The first thing you should understand about the Keystore is that it is secure, very secure. It is secure because it is backed by something known as a keychain. The term keychain is mostly used in desktop *inux-based OS.

But that’s not all, there is some other mechanism known as the Android Keystore provider which can be used if the developer doesn’t want to rely on a keychain-based approach. One thing you should keep in mind is that both are equally secure it’s just a matter of preference.

Now for the Keystore to be secure we must consider the two things.

  1. The key or confidential data must never enter the application’s processes.
  2. There might be dedicated hardware where all the manipulation of the secure data happens. But this is optional as legacy devices might not have this.

If you understood the gist of the above paragraphs. Then we are headed in the right direction. Let us jump into the code directly.

In this tutorial, I have skipped UI creation and similar basic things. We will only look into the actual logic of Android Keystore.

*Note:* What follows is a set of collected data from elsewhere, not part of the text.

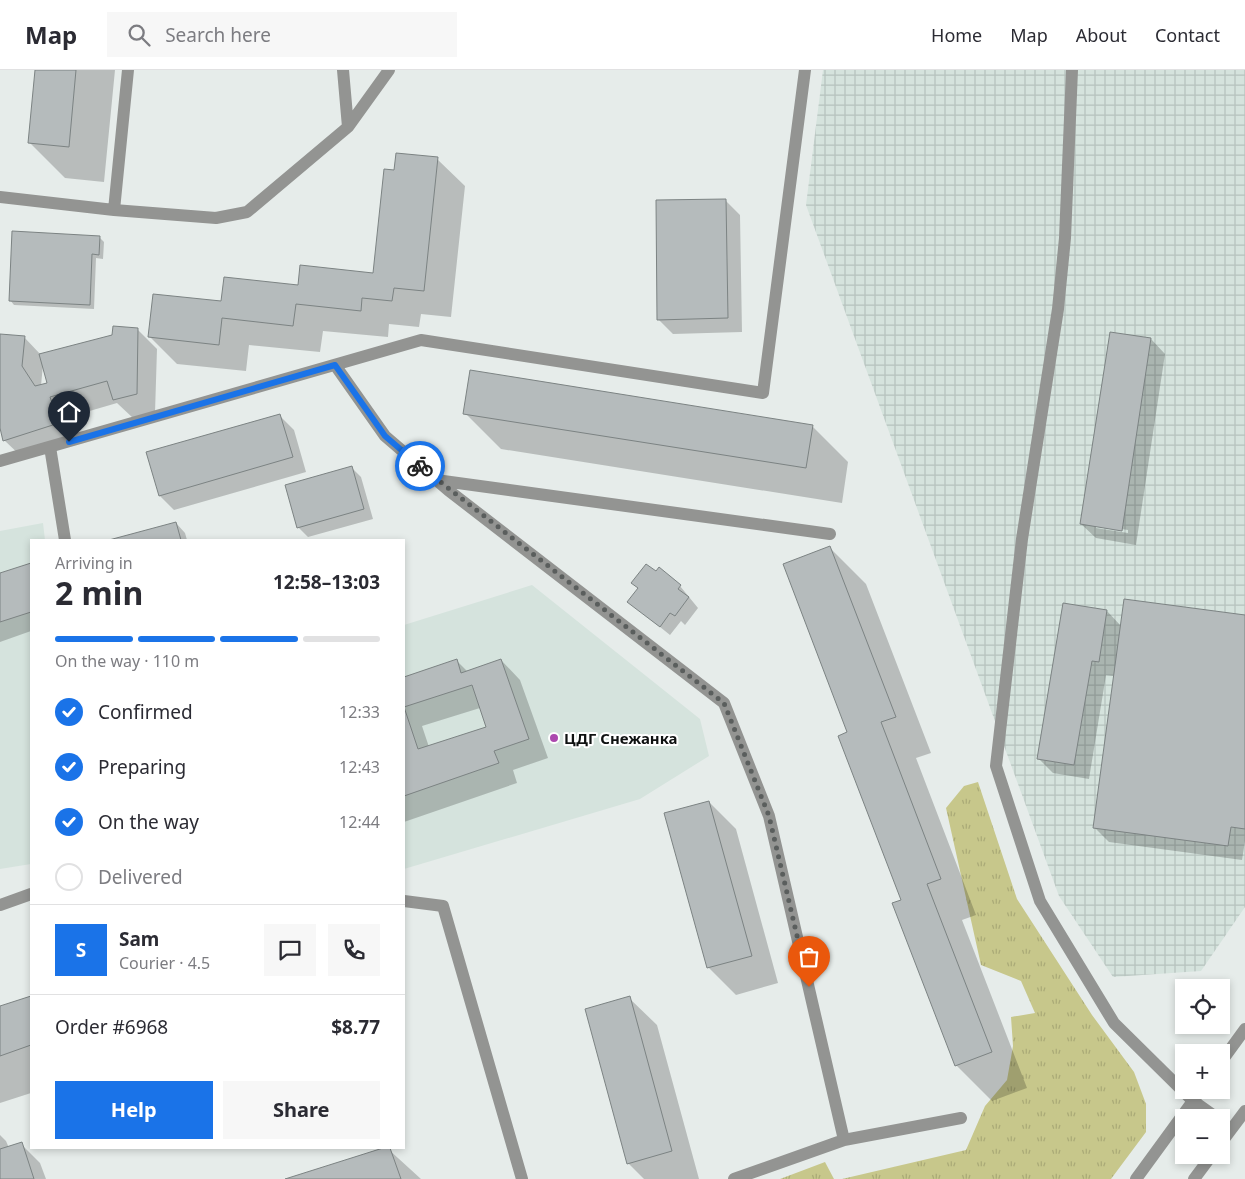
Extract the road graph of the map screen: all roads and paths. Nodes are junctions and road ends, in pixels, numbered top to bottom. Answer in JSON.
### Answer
{"nodes":[{"id":1,"x":128,"y":70,"type":"edge"},
{"id":2,"x":343,"y":70,"type":"edge"},
{"id":3,"x":389,"y":70,"type":"edge"},
{"id":4,"x":805,"y":70,"type":"edge"},
{"id":5,"x":1072,"y":70,"type":"edge"},
{"id":6,"x":348,"y":127,"type":"junction"},
{"id":7,"x":0,"y":197,"type":"edge"},
{"id":8,"x":114,"y":210,"type":"junction"},
{"id":9,"x":335,"y":365,"type":"junction"},
{"id":10,"x":50,"y":447,"type":"junction"},
{"id":11,"x":0,"y":461,"type":"edge"},
{"id":12,"x":435,"y":480,"type":"junction"},
{"id":13,"x":830,"y":534,"type":"dead end"},
{"id":14,"x":65,"y":539,"type":"edge"},
{"id":15,"x":30,"y":894,"type":"edge"},
{"id":16,"x":405,"y":901,"type":"edge"},
{"id":17,"x":0,"y":905,"type":"edge"},
{"id":18,"x":1245,"y":1029,"type":"edge"},
{"id":19,"x":1230,"y":1050,"type":"edge"},
{"id":20,"x":1193,"y":1101,"type":"junction"},
{"id":21,"x":1204,"y":1109,"type":"edge"},
{"id":22,"x":1245,"y":1111,"type":"edge"},
{"id":23,"x":961,"y":1118,"type":"dead end"},
{"id":24,"x":1239,"y":1128,"type":"edge"},
{"id":25,"x":844,"y":1140,"type":"junction"},
{"id":26,"x":1205,"y":1164,"type":"edge"},
{"id":27,"x":522,"y":1179,"type":"edge"},
{"id":28,"x":734,"y":1179,"type":"edge"},
{"id":29,"x":1136,"y":1179,"type":"edge"},
{"id":30,"x":1194,"y":1179,"type":"edge"}],
"edges":[{"from":1,"to":8,"type":"street"},
{"from":2,"to":6,"type":"street"},
{"from":3,"to":6,"type":"street"},
{"from":4,"to":9,"type":"street"},
{"from":5,"to":20,"type":"street"},
{"from":6,"to":8,"type":"street"},
{"from":7,"to":8,"type":"street"},
{"from":9,"to":10,"type":"street"},
{"from":9,"to":12,"type":"street"},
{"from":10,"to":11,"type":"street"},
{"from":10,"to":14,"type":"street"},
{"from":12,"to":13,"type":"street"},
{"from":12,"to":25,"type":"street"},
{"from":15,"to":17,"type":"street"},
{"from":16,"to":27,"type":"street"},
{"from":18,"to":19,"type":"street"},
{"from":20,"to":21,"type":"street"},
{"from":20,"to":29,"type":"street"},
{"from":22,"to":24,"type":"street"},
{"from":23,"to":25,"type":"street"},
{"from":25,"to":28,"type":"street"},
{"from":26,"to":30,"type":"street"}]}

Step #1 : Create models to hold data for encryption and decryption

Please follow the steps exactly or you can even copy-paste the final source code after each section.

#1 First, we create a new file named Secret.kt and add the code below

sealed class Secret( private val alias: String, private val data: String, private val iv: String )
Code language: Kotlin (kotlin)

Let us look at what is being done in the class.

  • The alias variable will hold the name of the secret data we will be stored in the Keystore.
  • The variable named data will contain the actual data, either encrypted or decrypted.
  • The variable named iv is the piece of random information that is required for encryption and decryption.

You will get a better idea of each of them when you finally run the code yourself.

#2 We create additional classes to hold the encryption and decryption data respectively

In the same file add the following blocks of code to create the new classes based off of the sealed class.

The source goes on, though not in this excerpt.